What Is The Pathophysiology Of Cystic Fibrosis?

CF is

caused by a mutation in the CF transmembrane conductance regulator (CFTR) gene

. The CFTR protein produced by this gene regulates the movement of chloride and sodium ions across epithelial cell membranes.

What is the pathophysiology behind cystic fibrosis?

CF is

caused by a mutation in the CF transmembrane conductance regulator (CFTR) gene

. The CFTR protein produced by this gene regulates the movement of chloride and sodium ions across epithelial cell membranes.

What are the physiological effects of cystic fibrosis?

CF causes

thick mucus that clogs certain organs

, such as the lungs, pancreas, and intestines. This may cause malnutrition, poor growth, frequent respiratory infections, breathing problems, and chronic lung disease.

Is cystic fibrosis pathogenic?

CF is

caused by pathogenic mutations in

a single large gene on chromosome 7 that encodes the cystic fibrosis transmembrane conductance regulator (CFTR) protein [4-9].

What is the pathophysiologic mechanism of cystic fibrosis leading to obstructive lung disease?

Cystic fibrosis patients exhibit lung disease consistent with a failure of innate airway defense mechanisms. The link between abnormal ion transport and disease initiation and progression is not fully understood, but

airway mucus dehydration

seems paramount in the initiation of CF lung disease.

What is pathophysiology of a disease?

Medical Definition of pathophysiology

: the physiology of abnormal states specifically :

the functional changes that accompany a particular syndrome or disease

.

What are the primary characteristics of cystic fibrosis?

Cystic fibrosis is an inherited disease characterized by the buildup of thick, sticky mucus that can damage many of the body’s organs. The disorder’s most common signs and symptoms include

progressive damage to the respiratory system and chronic digestive system problems

.

How does cystic fibrosis affect the reproductive system?

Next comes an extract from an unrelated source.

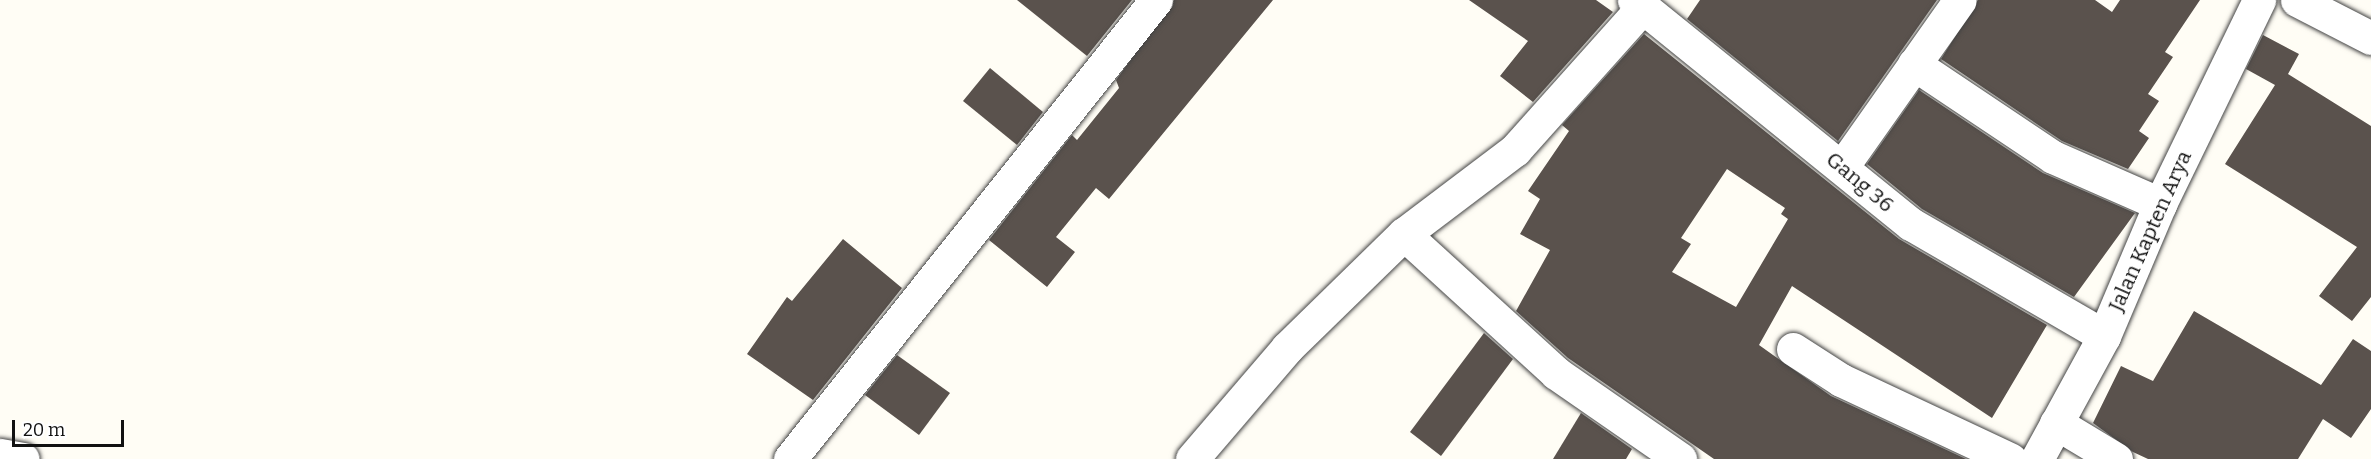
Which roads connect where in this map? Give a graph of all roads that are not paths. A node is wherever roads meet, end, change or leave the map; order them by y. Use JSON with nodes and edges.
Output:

As the movement of salt and water in and out

of cells is altered, mucus becomes thickened

. In the reproductive system, the thickened secretions can cause blockages. These can affect how the sex organs develop and work. For most men with CF, the tube (vas deferens) that carries sperm to the penis does not develop.

How does cystic fibrosis affect the circulatory system?

Available evidence indicates that cystic fibrosis

causes widespread involvement of the cardiovascular system

. Aside from the heart, unusual aberrations have been observed in the bronchial arteries, the aorta, and the systemic capillaries. Of all cardiovascular complications, cor pulmonale is the most serious.

How does cystic fibrosis affect the cell membrane?

Cystic fibrosis

The resulting

abnormal channel breaks down shortly after it

is made, so it never reaches the cell membrane to transport chloride ions. Disease-causing mutations in the CFTR gene alter the production, structure, or stability of the chloride channel.

What organism is involved in cystic fibrosis?

Organisms such as

Staphylococcus aureus, non-capsulate Haemophilus influenzae, Pseudomonas aeruginosa, Burkholderia cepacia complex (Bcc)

and respiratory viruses are well recognized as important pathogens which drive inflammatory responses and lung injury in cystic fibrosis (CF).

What pathogen causes cystic fibrosis?

Staphylococcus aureus

Usually, this is the first pathogen to infect and colonize the airways of CF patients, being the most common pathogen [13]. This microorganism is prevalent in children and may cause epithelial damage, opening the way to the adherence of other pathogens such as Pseudomonas aeruginosa [14].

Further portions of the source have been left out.